(EXERCISE BRIEF) Determine the number of lines in the data below that hold "Cornerstone"; give nothing but that number.

── INPUT RECORDS ──

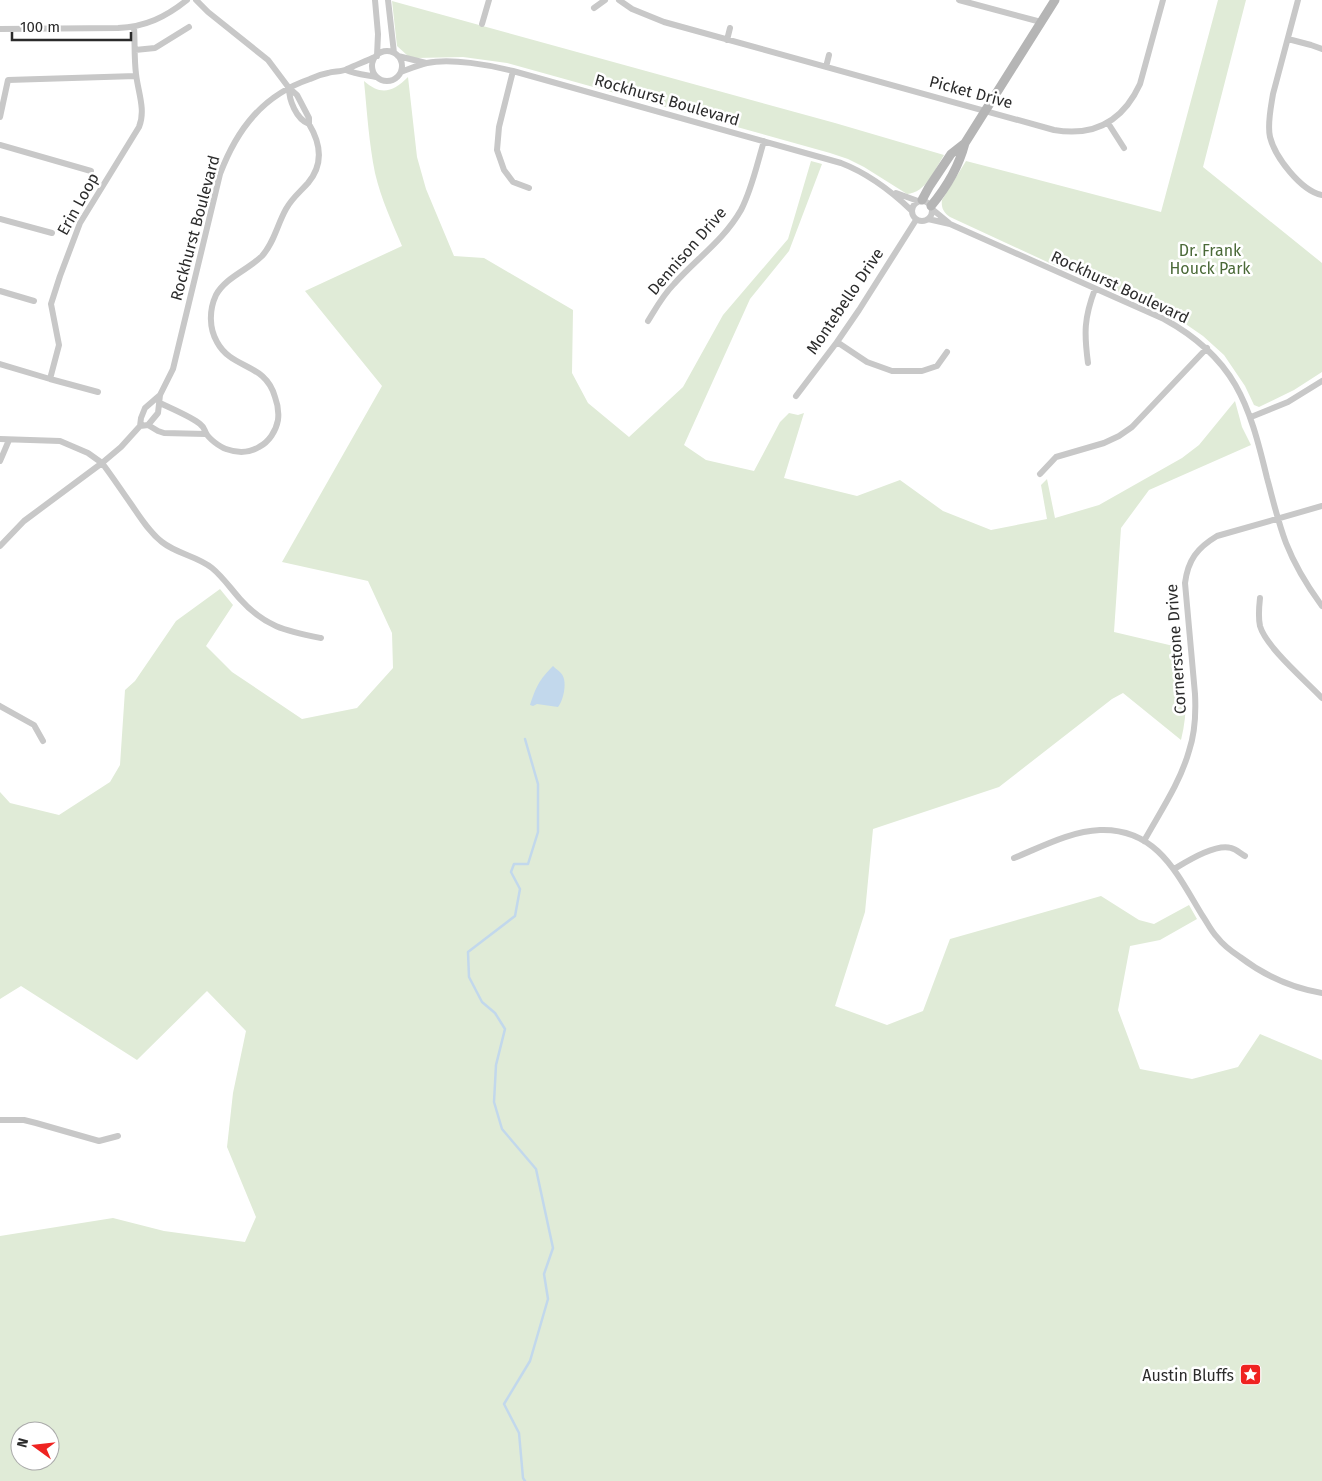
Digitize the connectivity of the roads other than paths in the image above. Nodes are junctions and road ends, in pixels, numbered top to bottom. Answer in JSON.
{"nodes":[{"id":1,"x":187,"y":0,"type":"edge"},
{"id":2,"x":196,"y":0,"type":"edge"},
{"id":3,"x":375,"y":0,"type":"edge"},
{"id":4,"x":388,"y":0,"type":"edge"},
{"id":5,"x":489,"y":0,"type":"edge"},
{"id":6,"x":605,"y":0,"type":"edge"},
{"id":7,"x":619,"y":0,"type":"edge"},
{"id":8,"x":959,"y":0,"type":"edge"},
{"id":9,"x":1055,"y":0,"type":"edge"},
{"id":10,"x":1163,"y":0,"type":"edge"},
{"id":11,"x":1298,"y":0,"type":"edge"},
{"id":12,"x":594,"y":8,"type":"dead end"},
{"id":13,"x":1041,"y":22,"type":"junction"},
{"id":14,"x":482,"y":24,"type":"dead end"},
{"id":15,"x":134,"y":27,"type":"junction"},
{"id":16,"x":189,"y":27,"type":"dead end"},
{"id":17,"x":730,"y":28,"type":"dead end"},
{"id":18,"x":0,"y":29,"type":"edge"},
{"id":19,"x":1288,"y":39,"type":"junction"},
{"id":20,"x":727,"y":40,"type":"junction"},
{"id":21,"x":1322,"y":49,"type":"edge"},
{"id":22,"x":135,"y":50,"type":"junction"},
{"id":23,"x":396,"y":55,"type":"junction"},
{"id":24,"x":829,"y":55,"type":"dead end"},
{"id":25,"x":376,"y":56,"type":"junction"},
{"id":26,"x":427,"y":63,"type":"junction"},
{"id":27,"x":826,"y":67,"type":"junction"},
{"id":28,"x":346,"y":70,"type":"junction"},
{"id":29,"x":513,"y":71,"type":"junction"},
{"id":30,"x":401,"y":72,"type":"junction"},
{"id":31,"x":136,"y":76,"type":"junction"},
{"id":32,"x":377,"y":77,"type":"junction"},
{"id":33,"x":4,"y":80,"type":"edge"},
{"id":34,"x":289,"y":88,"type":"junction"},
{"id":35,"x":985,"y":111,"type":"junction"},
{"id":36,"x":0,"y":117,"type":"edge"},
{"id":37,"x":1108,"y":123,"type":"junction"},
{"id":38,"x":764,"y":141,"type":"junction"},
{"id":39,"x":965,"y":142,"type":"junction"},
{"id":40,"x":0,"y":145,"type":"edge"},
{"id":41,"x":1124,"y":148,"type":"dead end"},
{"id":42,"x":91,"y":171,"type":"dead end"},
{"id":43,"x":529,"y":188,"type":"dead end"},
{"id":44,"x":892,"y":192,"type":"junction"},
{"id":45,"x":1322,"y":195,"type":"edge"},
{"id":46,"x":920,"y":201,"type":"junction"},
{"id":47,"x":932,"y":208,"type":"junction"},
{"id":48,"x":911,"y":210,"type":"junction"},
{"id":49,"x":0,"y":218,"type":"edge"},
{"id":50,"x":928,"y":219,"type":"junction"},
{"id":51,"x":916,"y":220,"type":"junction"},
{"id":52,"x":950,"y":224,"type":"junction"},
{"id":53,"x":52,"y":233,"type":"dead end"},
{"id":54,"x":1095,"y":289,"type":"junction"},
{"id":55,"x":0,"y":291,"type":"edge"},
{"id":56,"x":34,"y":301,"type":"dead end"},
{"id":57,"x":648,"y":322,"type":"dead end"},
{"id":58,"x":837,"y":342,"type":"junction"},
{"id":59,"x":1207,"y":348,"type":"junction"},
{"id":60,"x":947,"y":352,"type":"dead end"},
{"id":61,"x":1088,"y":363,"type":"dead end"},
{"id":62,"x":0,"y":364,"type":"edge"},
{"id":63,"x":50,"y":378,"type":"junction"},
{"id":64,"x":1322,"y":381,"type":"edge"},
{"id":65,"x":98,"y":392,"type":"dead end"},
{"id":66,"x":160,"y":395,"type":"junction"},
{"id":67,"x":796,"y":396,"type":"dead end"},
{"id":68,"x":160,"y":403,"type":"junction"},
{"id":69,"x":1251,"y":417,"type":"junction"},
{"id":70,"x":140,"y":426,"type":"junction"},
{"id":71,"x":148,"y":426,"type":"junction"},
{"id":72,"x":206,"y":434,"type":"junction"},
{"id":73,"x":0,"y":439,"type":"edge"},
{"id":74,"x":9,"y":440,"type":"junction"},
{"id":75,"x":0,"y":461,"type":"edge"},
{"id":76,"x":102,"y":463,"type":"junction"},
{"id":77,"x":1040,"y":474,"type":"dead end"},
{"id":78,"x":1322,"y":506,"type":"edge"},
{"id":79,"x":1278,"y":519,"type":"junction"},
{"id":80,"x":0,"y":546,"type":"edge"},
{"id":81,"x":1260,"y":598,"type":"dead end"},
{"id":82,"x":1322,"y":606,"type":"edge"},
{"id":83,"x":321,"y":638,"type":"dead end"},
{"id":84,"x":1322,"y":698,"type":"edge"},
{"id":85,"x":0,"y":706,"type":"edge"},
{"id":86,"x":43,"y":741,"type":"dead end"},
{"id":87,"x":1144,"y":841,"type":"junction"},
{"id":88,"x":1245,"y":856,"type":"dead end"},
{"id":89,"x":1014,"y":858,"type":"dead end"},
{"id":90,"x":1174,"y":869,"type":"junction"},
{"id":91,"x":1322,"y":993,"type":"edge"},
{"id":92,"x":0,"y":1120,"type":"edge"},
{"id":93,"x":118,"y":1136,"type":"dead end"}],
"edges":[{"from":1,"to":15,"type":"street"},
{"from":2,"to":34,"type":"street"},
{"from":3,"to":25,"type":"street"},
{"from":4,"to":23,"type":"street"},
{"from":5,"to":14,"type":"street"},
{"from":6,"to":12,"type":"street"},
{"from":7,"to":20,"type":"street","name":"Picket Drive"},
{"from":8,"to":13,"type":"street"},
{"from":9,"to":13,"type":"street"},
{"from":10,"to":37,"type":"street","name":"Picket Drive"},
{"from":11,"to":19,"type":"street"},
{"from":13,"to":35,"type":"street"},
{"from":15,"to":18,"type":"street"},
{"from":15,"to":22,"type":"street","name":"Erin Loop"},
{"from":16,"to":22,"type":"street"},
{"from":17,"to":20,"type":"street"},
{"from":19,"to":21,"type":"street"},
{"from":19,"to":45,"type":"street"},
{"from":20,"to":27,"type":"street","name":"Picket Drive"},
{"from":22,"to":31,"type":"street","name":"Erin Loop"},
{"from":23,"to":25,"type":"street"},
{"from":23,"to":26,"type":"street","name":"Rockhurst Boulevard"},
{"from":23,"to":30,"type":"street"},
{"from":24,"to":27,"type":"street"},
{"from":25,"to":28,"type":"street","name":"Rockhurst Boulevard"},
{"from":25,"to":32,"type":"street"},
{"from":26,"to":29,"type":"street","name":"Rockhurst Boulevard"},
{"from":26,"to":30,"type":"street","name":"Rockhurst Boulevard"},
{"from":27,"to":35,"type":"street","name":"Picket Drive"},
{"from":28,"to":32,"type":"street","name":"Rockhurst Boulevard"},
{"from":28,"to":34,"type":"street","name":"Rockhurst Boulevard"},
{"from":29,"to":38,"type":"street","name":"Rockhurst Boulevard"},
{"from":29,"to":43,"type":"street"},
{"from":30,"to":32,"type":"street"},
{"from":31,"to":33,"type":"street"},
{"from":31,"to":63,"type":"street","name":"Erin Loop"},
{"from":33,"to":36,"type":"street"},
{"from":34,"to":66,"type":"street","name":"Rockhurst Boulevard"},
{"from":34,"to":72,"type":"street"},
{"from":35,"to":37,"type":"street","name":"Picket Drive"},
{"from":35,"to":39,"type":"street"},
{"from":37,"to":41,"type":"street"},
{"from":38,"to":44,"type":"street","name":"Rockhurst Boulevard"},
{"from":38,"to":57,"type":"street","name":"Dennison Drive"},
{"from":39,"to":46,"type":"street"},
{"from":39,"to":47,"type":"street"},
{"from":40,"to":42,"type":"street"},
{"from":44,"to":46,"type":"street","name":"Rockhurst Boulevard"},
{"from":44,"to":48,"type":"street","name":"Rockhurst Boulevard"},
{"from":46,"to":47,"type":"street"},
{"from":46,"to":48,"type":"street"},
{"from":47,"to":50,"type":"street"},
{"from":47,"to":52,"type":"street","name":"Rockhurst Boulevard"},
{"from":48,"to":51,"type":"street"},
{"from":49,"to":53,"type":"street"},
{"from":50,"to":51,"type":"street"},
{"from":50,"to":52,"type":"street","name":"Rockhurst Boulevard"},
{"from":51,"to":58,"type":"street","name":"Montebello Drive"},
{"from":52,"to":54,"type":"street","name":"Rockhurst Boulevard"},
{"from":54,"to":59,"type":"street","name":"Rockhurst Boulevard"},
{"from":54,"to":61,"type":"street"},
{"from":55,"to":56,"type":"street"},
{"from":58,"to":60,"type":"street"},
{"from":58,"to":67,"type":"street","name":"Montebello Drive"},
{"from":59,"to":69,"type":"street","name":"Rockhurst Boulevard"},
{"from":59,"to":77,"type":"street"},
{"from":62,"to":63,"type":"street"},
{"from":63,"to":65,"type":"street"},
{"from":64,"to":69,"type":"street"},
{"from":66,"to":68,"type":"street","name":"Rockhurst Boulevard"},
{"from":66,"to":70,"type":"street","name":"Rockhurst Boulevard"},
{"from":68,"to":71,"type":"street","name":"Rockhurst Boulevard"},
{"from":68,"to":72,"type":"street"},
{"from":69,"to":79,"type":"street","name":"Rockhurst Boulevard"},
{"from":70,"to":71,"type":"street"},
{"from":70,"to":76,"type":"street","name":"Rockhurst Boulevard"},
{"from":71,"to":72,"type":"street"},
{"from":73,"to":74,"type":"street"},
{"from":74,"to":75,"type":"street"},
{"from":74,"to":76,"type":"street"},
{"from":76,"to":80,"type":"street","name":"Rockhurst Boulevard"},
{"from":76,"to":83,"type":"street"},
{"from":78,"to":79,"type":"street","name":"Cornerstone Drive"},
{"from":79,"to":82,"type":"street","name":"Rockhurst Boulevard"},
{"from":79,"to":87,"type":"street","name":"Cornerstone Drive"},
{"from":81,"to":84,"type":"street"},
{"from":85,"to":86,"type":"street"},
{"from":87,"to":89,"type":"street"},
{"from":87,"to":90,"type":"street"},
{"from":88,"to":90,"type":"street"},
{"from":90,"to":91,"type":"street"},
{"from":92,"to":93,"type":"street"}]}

───

(THE ANSWER) 2